Instructions to follow >>
The records below are to be copied exactly, with their pictures left out.

[Collected data entries]
########################################

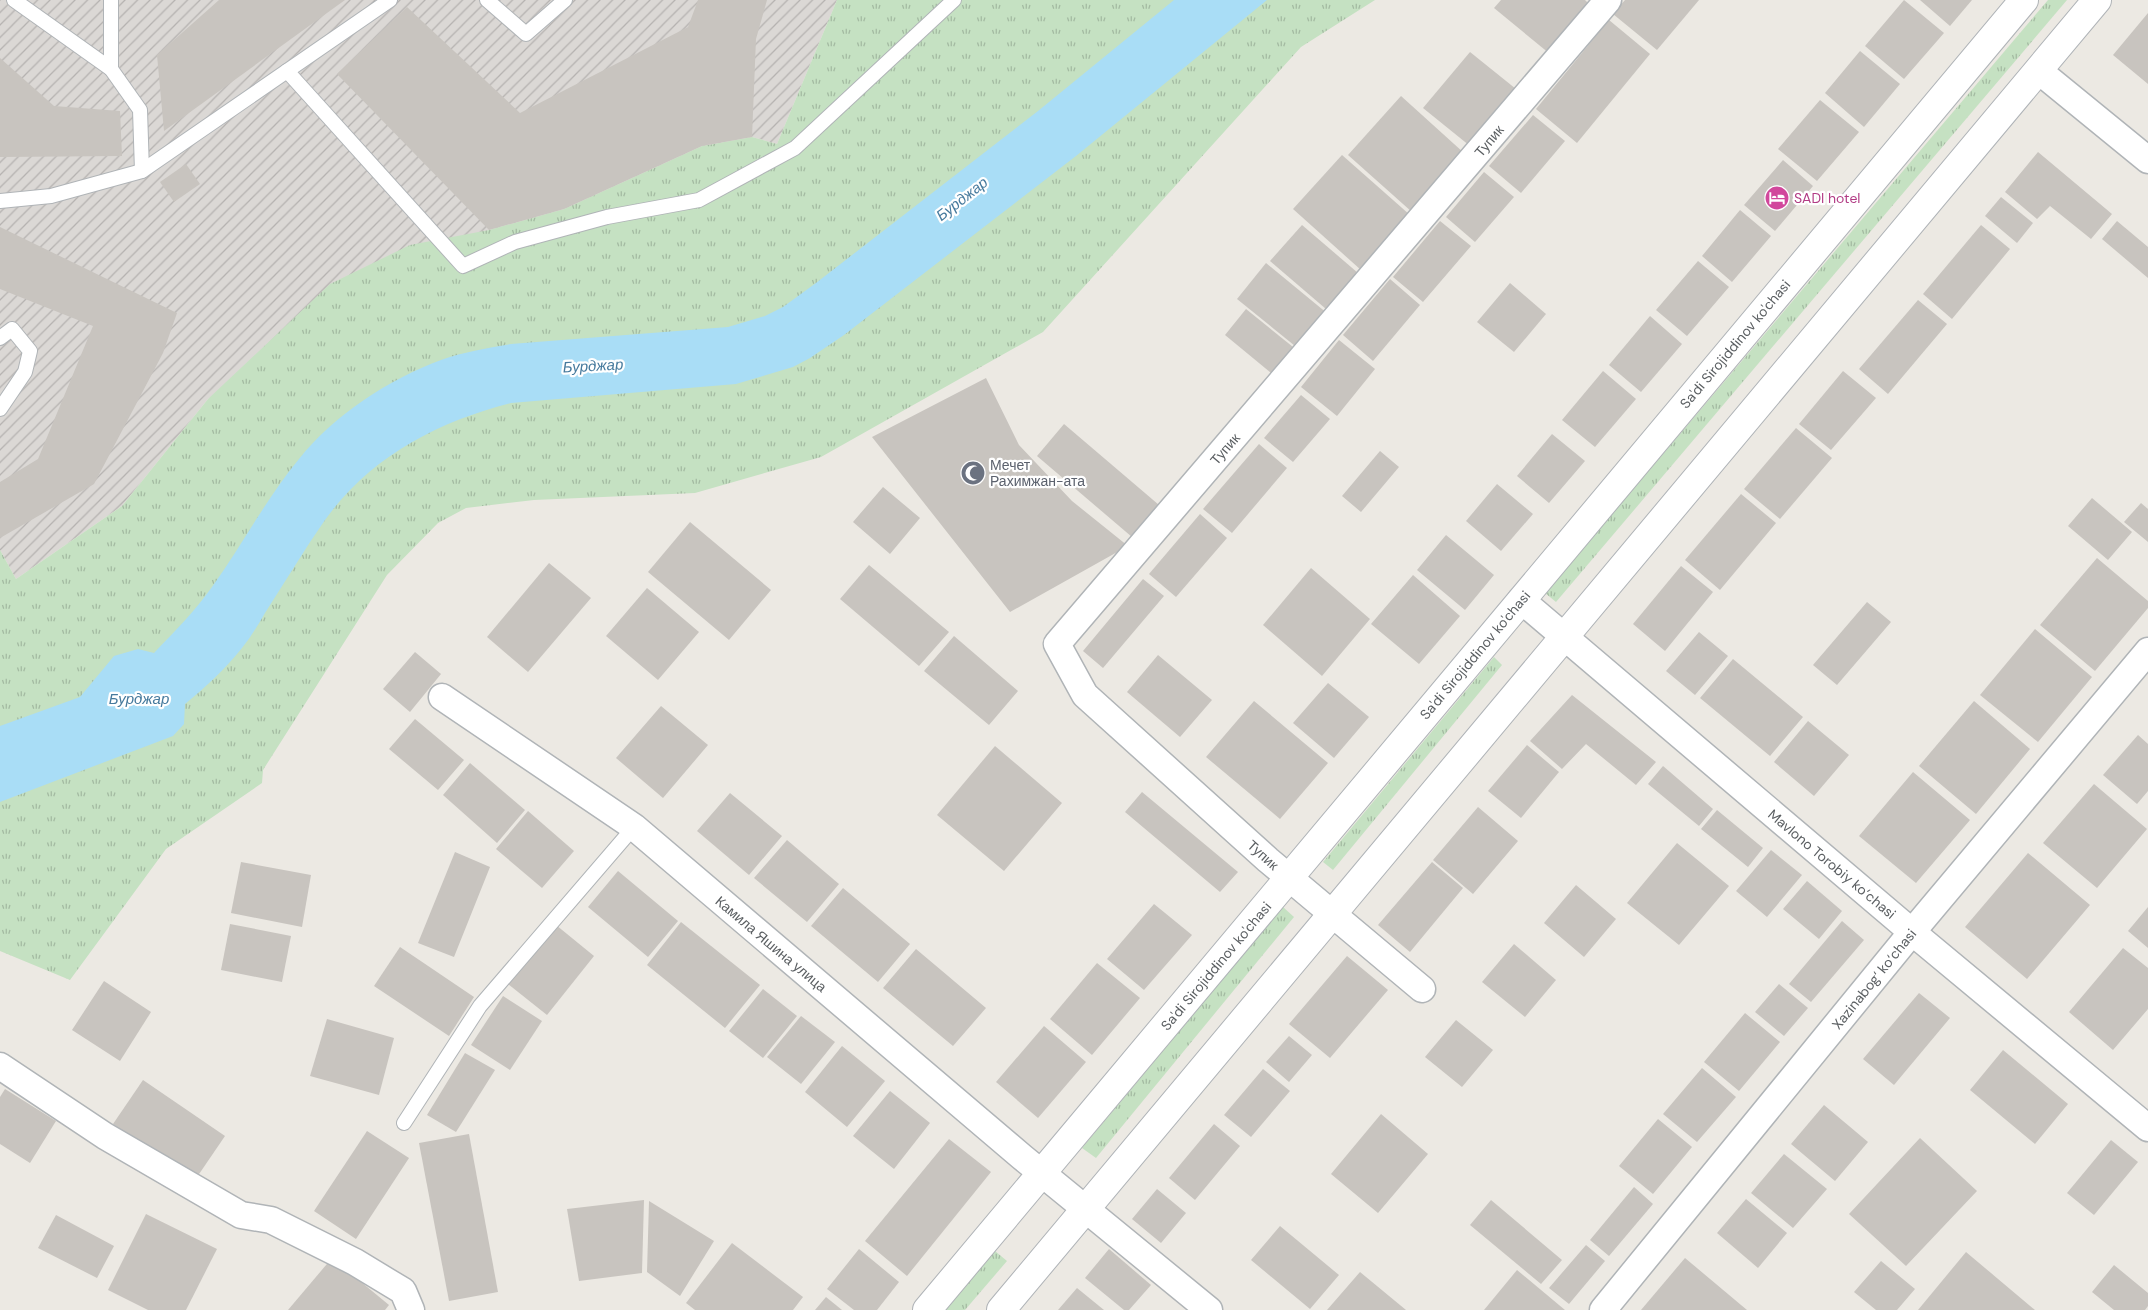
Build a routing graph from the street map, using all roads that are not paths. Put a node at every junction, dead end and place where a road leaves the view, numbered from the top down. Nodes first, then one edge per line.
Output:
1 (14, 0) edge
2 (111, 0) edge
3 (390, 0) edge
4 (487, 0) edge
5 (565, 0) edge
6 (954, 0) edge
7 (1608, 0) edge
8 (2024, 0) edge
9 (2097, 0) edge
10 (111, 69) junction
11 (286, 71) junction
12 (2039, 71) junction
13 (2148, 160) edge
14 (142, 171) junction
15 (0, 201) edge
16 (0, 338) edge
17 (0, 409) edge
18 (1521, 600) junction
19 (1564, 637) junction
20 (2148, 651) edge
21 (442, 697) dead end
22 (634, 827) junction
23 (1289, 878) junction
24 (1332, 915) junction
25 (1912, 932) junction
26 (1422, 989) dead end
27 (0, 1066) edge
28 (404, 1123) dead end
29 (2148, 1128) edge
30 (1042, 1173) junction
31 (1087, 1208) junction
32 (411, 1310) edge
33 (927, 1310) edge
34 (1001, 1310) edge
35 (1209, 1310) edge
36 (1603, 1310) edge

1 - 10 lane
2 - 10 lane
3 - 11 lane
4 - 5 lane
6 - 11 lane
7 - 23 street, Тупик
8 - 18 street, Sa'di Sirojiddinov ko'chasi
9 - 12 street
10 - 14 lane
11 - 14 lane
12 - 13 street
12 - 19 street
14 - 15 lane
16 - 17 lane
18 - 19 street, Mavlono Torobiy ko‘chasi
18 - 23 street, Sa'di Sirojiddinov ko'chasi
19 - 24 street
19 - 25 street, Mavlono Torobiy ko‘chasi
20 - 25 street, Xazinabog‘ ko‘chasi
21 - 22 street, Камила Яшина улица
22 - 28 lane
22 - 30 street, Камила Яшина улица
23 - 24 street
23 - 30 street, Sa'di Sirojiddinov ko'chasi
24 - 26 street
24 - 31 street
25 - 29 street, Mavlono Torobiy ko‘chasi
25 - 36 street, Xazinabog‘ ko‘chasi
27 - 32 street
30 - 31 street, Камила Яшина улица
30 - 33 street, Sa'di Sirojiddinov ko'chasi
31 - 34 street
31 - 35 street, Камила Яшина улица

########################################

Task solution >>
Build a routing graph from the street map, using all roads that are not paths. Put a node at every junction, dead end and place where a road leaves the view, numbered from the top down. Nodes first, then one edge per line.
Output:
1 (14, 0) edge
2 (111, 0) edge
3 (390, 0) edge
4 (487, 0) edge
5 (565, 0) edge
6 (954, 0) edge
7 (1608, 0) edge
8 (2024, 0) edge
9 (2097, 0) edge
10 (111, 69) junction
11 (286, 71) junction
12 (2039, 71) junction
13 (2148, 160) edge
14 (142, 171) junction
15 (0, 201) edge
16 (0, 338) edge
17 (0, 409) edge
18 (1521, 600) junction
19 (1564, 637) junction
20 (2148, 651) edge
21 (442, 697) dead end
22 (634, 827) junction
23 (1289, 878) junction
24 (1332, 915) junction
25 (1912, 932) junction
26 (1422, 989) dead end
27 (0, 1066) edge
28 (404, 1123) dead end
29 (2148, 1128) edge
30 (1042, 1173) junction
31 (1087, 1208) junction
32 (411, 1310) edge
33 (927, 1310) edge
34 (1001, 1310) edge
35 (1209, 1310) edge
36 (1603, 1310) edge

1 - 10 lane
2 - 10 lane
3 - 11 lane
4 - 5 lane
6 - 11 lane
7 - 23 street, Тупик
8 - 18 street, Sa'di Sirojiddinov ko'chasi
9 - 12 street
10 - 14 lane
11 - 14 lane
12 - 13 street
12 - 19 street
14 - 15 lane
16 - 17 lane
18 - 19 street, Mavlono Torobiy ko‘chasi
18 - 23 street, Sa'di Sirojiddinov ko'chasi
19 - 24 street
19 - 25 street, Mavlono Torobiy ko‘chasi
20 - 25 street, Xazinabog‘ ko‘chasi
21 - 22 street, Камила Яшина улица
22 - 28 lane
22 - 30 street, Камила Яшина улица
23 - 24 street
23 - 30 street, Sa'di Sirojiddinov ko'chasi
24 - 26 street
24 - 31 street
25 - 29 street, Mavlono Torobiy ko‘chasi
25 - 36 street, Xazinabog‘ ko‘chasi
27 - 32 street
30 - 31 street, Камила Яшина улица
30 - 33 street, Sa'di Sirojiddinov ko'chasi
31 - 34 street
31 - 35 street, Камила Яшина улица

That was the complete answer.